Marc-André Miserez, swissinfo.ch
(avec la collaboration d’Isobel Leybold-Johnson à Zurich)

Comme nombre de missions spatiales, Herschel / Planck (coût total estimé de près de 3 milliards de francs) inclut une part de «swiss made».

Le spectromètre de Herschel, instrument qui lui permet de séparer les longueurs d’ondes de la lumière, ainsi que le logiciel d’analyse des données ont partiellement été mis au point à l’Institut d’astronomie de l’Ecole polytechnique fédérale de Zurich (EPFZ).

Le châssis en fibre de carbone de Planck, ainsi que le bouclier thermique qui sépare le télescope de son module de service pour éviter que le second ne réchauffe le premier viennent de chez Oerlikon Space à Zurich.

La coiffe qui protège les deux télescopes jusqu’à la sortie de l’atmosphère a aussi été fabriquée par Oerlikon (comme celles de toutes les fusées Ariane).

De plus, afin que les deux précieux engins supportent sans risques le choc du largage de la coiffe, la firme a mis au point un nouveau système de séparation horizontal, qui réduit le choc d’un facteur 100 et permet de se passer des amortisseurs utilisés jusqu’ici. Gain de poids: jusqu’à une tonne.

La manutention au sol des deux satellites doit quelque chose à Apco Technologies à Vevey, qui a fourni notamment un socle en acier pour déplacer ces mastodontes avec une extrême précision durant leurs phases de montage et de tests.

Le premier traitement des données de l’un des deux instruments de Planck sera fait à l’Integral Science Data Center de Versoix, rattaché à l’Observatoire de Genève.

William Herschel (1738-1822), né à Hanovre, en Allemagne, émigré en Angleterre à 18 ans, il est d’abord organiste et compositeur (24 symphonies, une douzaine de concertos et quelques autres pièces) avant de construire en 1776 son premier télescope. Observateur hors pair, soutenu par la couronne, on lui doit notamment la découverte d’Uranus, septième planète du système solaire, du rayonnement infrarouge ou de la forme approximative de notre galaxie.
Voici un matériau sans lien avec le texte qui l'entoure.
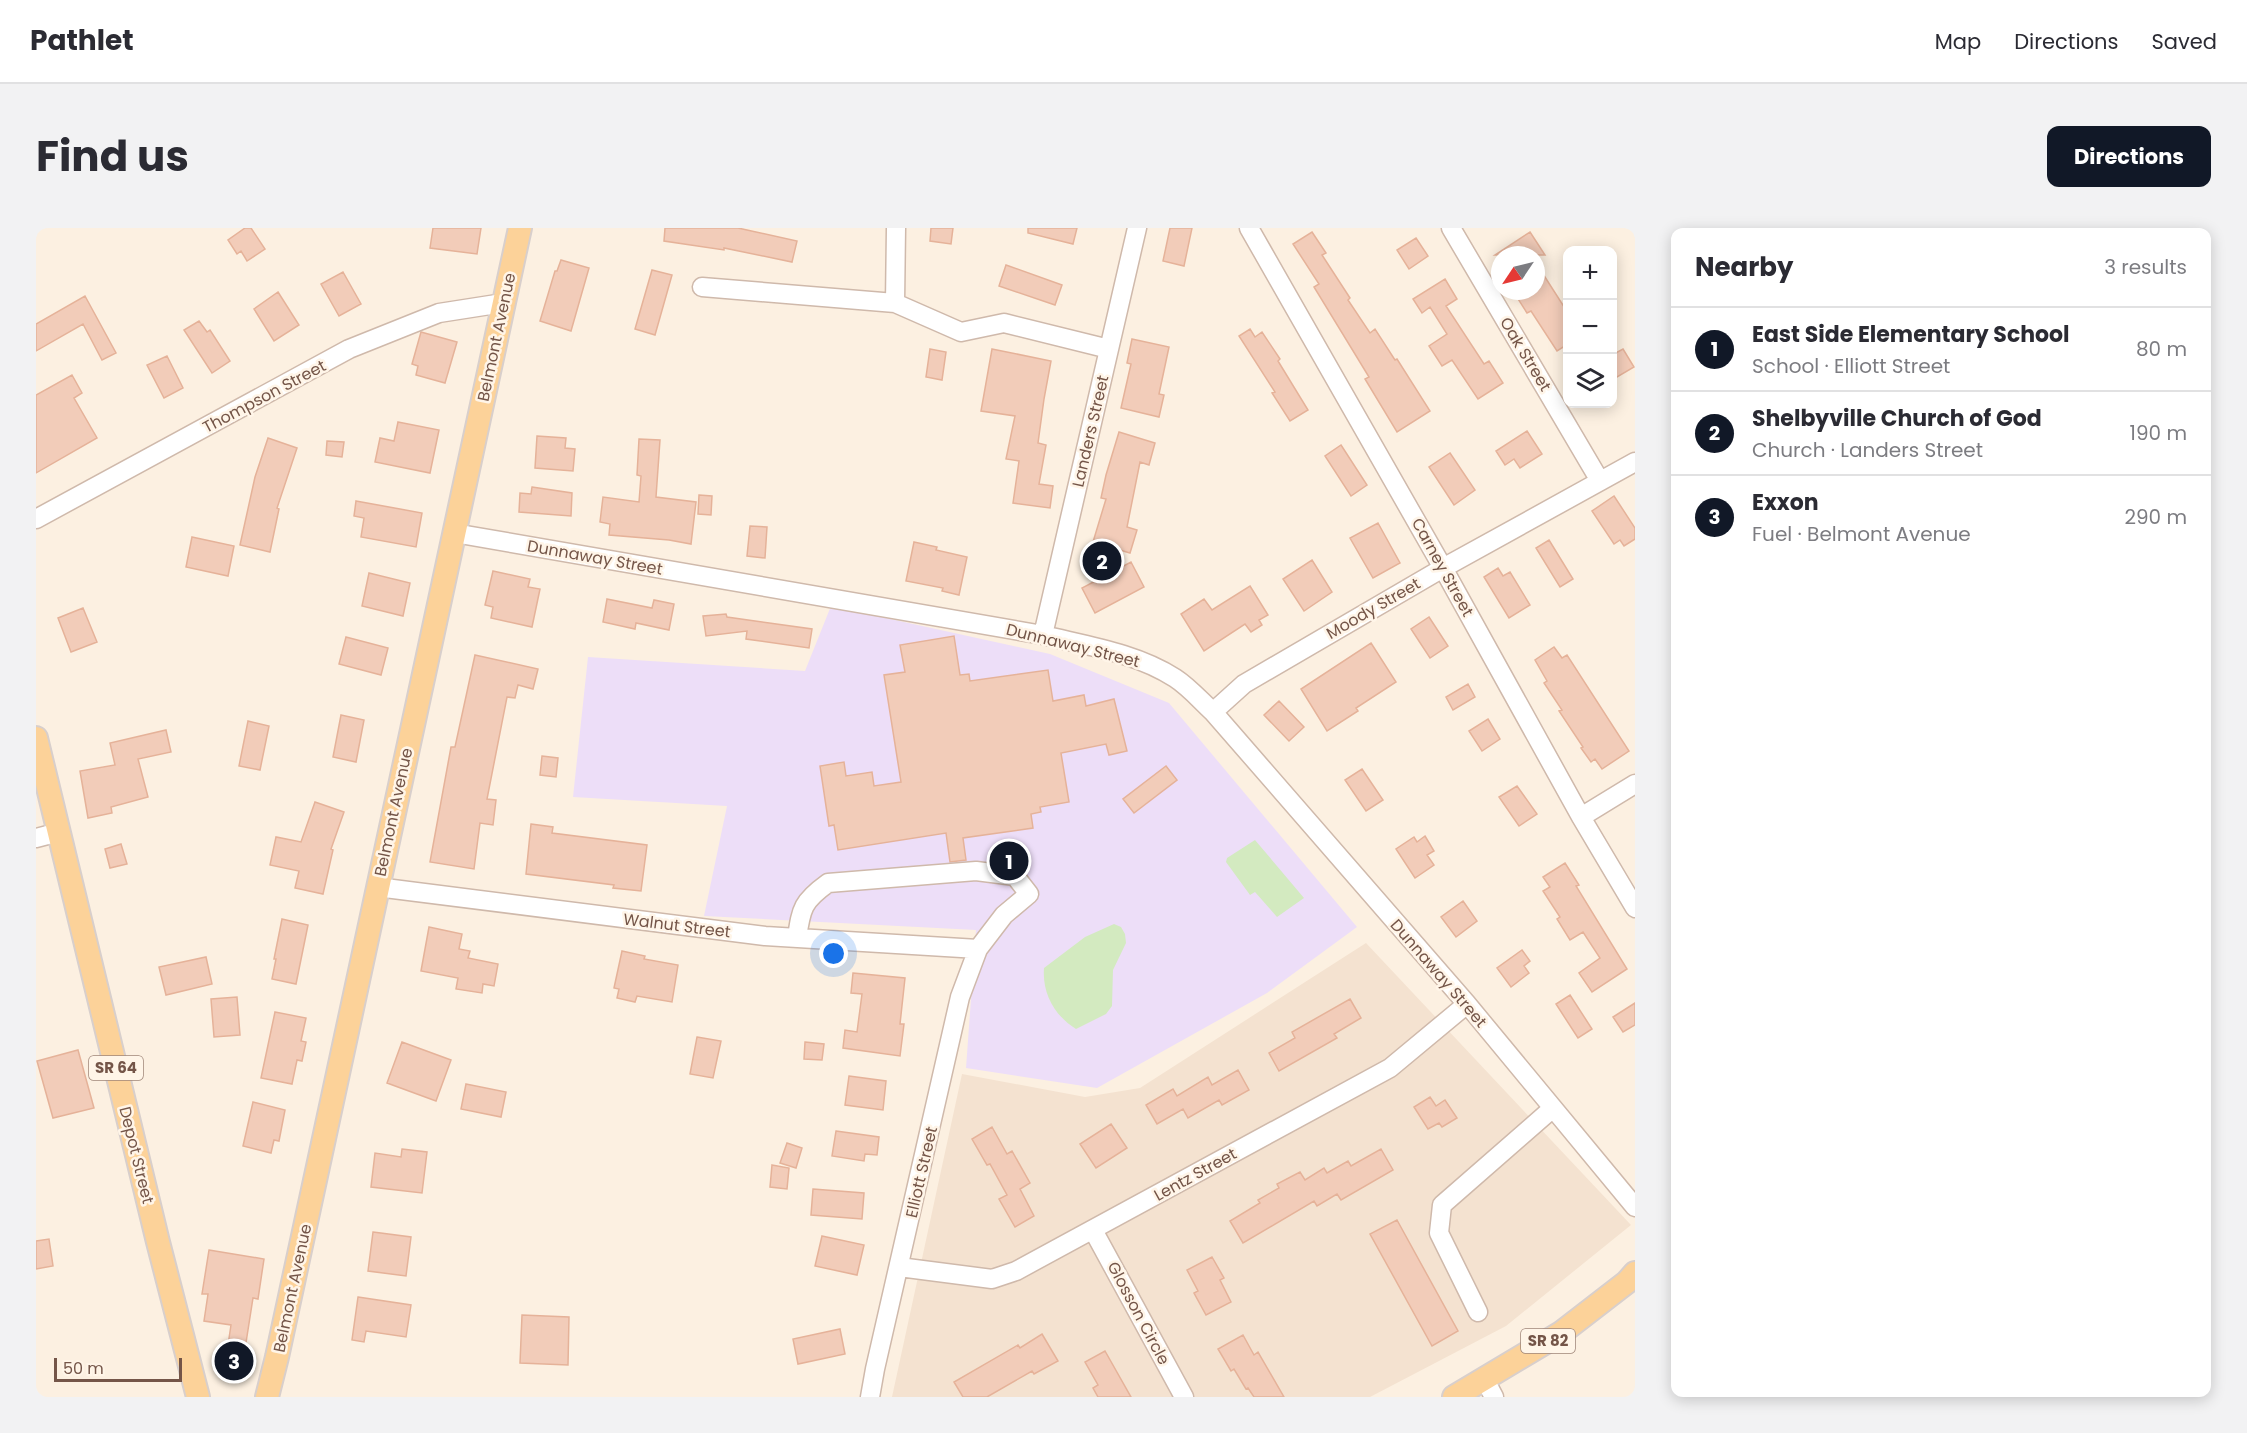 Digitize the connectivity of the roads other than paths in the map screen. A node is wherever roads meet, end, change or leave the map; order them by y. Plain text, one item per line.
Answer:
1 (520, 228) edge
2 (896, 228) edge
3 (1137, 228) edge
4 (1248, 228) edge
5 (1451, 228) edge
6 (702, 287) dead end
7 (503, 303) junction
8 (895, 303) junction
9 (1109, 349) junction
10 (1635, 462) edge
11 (1600, 481) junction
12 (36, 519) edge
13 (454, 533) junction
14 (1443, 568) junction
15 (1043, 635) junction
16 (1213, 712) junction
17 (37, 744) edge
18 (1635, 784) edge
19 (1581, 817) junction
20 (59, 832) junction
21 (36, 838) edge
22 (377, 887) junction
23 (1635, 908) edge
24 (797, 938) junction
25 (978, 949) junction
26 (1467, 1004) junction
27 (1553, 1108) junction
28 (1635, 1207) edge
29 (1094, 1230) junction
30 (899, 1267) junction
31 (1635, 1273) edge
32 (1478, 1312) dead end
33 (1490, 1388) edge
34 (266, 1395) edge
35 (198, 1397) edge
36 (870, 1397) edge
37 (1184, 1397) edge
38 (1454, 1397) edge

1 - 7 main road, Belmont Avenue
2 - 8 street
3 - 9 street, Landers Street
4 - 14 street, Carney Street
5 - 11 street, Oak Street
6 - 8 street
7 - 12 street, Thompson Street
7 - 13 main road, Belmont Avenue
8 - 9 street
9 - 15 street, Landers Street
10 - 11 street, Moody Street
11 - 14 street, Moody Street
13 - 15 street, Dunnaway Street
13 - 22 main road, Belmont Avenue
14 - 16 street, Moody Street
14 - 19 street, Carney Street
15 - 16 street, Dunnaway Street
16 - 26 street, Dunnaway Street
17 - 20 main road, Depot Street / SR 64
18 - 19 street
19 - 23 street, Carney Street
20 - 21 street
20 - 35 main road, Depot Street / SR 64
22 - 24 street, Walnut Street
22 - 34 main road, Belmont Avenue
24 - 25 street, Walnut Street
24 - 25 street, Elliott Street
25 - 30 street, Elliott Street
26 - 27 street, Dunnaway Street
26 - 29 street, Lentz Street
27 - 28 street, Dunnaway Street
27 - 32 street
29 - 30 street, Lentz Street
29 - 37 street, Glosson Circle
30 - 36 street, Elliott Street
31 - 33 main road, SR 82
33 - 38 main road, SR 82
Max Planck (1858-1947). Le plus célèbre physicien allemand a longtemps hésité entre la musique et la science, qu’il va proprement révolutionner à l’aube du 20e siècle. Il est l’un des pères de la théorie quantique et le découvreur de la constante qui porte son nom, et qui exprime le seuil d’énergie minimum d’une particule. Prix Nobel de physique en 1918, ses travaux ont ouvert la voie à la relativité d’Einstein, que Planck sera le premier à reconnaître et à saluer.